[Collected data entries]
+++++

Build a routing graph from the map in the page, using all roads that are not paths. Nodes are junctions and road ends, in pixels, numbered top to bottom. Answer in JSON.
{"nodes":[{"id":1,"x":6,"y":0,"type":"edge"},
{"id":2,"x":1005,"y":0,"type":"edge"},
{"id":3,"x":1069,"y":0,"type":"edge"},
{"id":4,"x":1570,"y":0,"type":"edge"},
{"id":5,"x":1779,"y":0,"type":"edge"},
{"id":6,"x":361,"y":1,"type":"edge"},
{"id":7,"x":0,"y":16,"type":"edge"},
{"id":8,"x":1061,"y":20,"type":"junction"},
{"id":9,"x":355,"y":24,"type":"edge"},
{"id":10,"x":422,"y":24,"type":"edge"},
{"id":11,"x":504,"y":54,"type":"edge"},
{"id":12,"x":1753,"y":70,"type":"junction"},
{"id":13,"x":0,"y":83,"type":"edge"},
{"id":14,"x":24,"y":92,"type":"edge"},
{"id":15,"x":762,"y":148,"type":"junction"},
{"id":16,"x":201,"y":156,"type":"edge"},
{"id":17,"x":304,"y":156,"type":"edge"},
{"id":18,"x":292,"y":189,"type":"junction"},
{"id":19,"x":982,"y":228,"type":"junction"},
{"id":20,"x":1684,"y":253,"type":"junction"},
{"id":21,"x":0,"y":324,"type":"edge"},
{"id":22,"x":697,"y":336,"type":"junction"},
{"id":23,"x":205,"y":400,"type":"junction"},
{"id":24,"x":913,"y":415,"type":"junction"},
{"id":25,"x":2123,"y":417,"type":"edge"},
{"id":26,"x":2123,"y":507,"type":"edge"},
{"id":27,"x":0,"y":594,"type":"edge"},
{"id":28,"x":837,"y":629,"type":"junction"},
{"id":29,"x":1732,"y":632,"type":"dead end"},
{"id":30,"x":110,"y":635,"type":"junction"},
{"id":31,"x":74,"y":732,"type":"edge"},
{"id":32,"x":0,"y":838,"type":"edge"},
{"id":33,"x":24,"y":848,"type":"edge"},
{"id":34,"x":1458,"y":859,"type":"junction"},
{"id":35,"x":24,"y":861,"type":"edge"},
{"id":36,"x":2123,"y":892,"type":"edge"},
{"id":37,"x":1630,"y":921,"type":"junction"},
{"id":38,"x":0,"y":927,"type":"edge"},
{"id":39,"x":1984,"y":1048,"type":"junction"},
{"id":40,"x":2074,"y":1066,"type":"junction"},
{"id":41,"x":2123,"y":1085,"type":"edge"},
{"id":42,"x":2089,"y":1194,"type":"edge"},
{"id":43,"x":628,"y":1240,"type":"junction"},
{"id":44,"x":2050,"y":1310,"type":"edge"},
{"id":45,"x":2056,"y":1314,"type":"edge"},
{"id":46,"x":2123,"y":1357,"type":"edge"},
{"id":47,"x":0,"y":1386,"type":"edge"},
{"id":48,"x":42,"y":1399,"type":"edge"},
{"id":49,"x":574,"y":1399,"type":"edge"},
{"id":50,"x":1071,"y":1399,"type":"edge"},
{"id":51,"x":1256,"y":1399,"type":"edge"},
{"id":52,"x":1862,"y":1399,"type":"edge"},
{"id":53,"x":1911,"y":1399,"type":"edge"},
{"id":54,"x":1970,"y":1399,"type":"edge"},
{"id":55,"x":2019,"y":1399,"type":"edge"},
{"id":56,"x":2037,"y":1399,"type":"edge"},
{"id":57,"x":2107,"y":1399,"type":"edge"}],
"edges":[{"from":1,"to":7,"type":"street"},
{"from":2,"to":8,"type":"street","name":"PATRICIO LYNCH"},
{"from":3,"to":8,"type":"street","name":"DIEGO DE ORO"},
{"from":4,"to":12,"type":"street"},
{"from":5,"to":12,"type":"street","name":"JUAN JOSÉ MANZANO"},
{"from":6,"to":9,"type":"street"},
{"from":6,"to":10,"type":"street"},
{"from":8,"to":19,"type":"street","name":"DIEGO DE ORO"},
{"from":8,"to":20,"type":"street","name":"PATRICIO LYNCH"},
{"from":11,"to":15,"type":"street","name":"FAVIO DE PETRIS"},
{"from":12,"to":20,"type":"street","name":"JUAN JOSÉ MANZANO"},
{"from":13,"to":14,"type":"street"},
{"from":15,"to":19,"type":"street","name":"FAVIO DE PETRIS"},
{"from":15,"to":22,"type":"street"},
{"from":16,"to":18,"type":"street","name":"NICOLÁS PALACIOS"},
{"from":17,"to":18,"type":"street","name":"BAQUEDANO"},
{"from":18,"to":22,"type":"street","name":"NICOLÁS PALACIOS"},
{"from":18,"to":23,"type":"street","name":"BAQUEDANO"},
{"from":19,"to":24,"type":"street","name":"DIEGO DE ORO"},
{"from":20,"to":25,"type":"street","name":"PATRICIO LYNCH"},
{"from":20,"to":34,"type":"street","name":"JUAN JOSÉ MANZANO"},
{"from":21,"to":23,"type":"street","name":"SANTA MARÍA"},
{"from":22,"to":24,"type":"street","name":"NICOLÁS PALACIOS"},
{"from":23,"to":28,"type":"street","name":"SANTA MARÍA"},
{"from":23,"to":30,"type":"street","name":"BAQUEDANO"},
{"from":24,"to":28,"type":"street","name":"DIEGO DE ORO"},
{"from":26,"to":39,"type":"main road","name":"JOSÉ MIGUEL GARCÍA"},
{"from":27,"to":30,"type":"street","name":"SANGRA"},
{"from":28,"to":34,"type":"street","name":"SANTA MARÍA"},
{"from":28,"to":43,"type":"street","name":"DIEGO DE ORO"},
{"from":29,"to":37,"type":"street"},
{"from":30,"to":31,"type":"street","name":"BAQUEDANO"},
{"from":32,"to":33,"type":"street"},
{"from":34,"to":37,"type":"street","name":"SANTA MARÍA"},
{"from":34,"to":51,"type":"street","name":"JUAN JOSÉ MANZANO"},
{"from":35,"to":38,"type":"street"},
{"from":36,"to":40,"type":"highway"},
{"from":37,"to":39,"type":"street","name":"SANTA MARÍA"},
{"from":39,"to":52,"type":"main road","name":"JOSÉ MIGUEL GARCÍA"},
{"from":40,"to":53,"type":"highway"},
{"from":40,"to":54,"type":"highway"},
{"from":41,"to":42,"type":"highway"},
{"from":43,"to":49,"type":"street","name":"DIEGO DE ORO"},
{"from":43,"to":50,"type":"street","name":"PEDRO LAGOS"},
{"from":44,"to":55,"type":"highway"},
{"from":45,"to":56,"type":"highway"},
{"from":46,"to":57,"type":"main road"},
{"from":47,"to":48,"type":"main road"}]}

+++++

» Action item
Every line above that includes the word "PATRICIO" should be listed.

» Output of the task
{"from":2,"to":8,"type":"street","name":"PATRICIO LYNCH"},
{"from":8,"to":20,"type":"street","name":"PATRICIO LYNCH"},
{"from":20,"to":25,"type":"street","name":"PATRICIO LYNCH"},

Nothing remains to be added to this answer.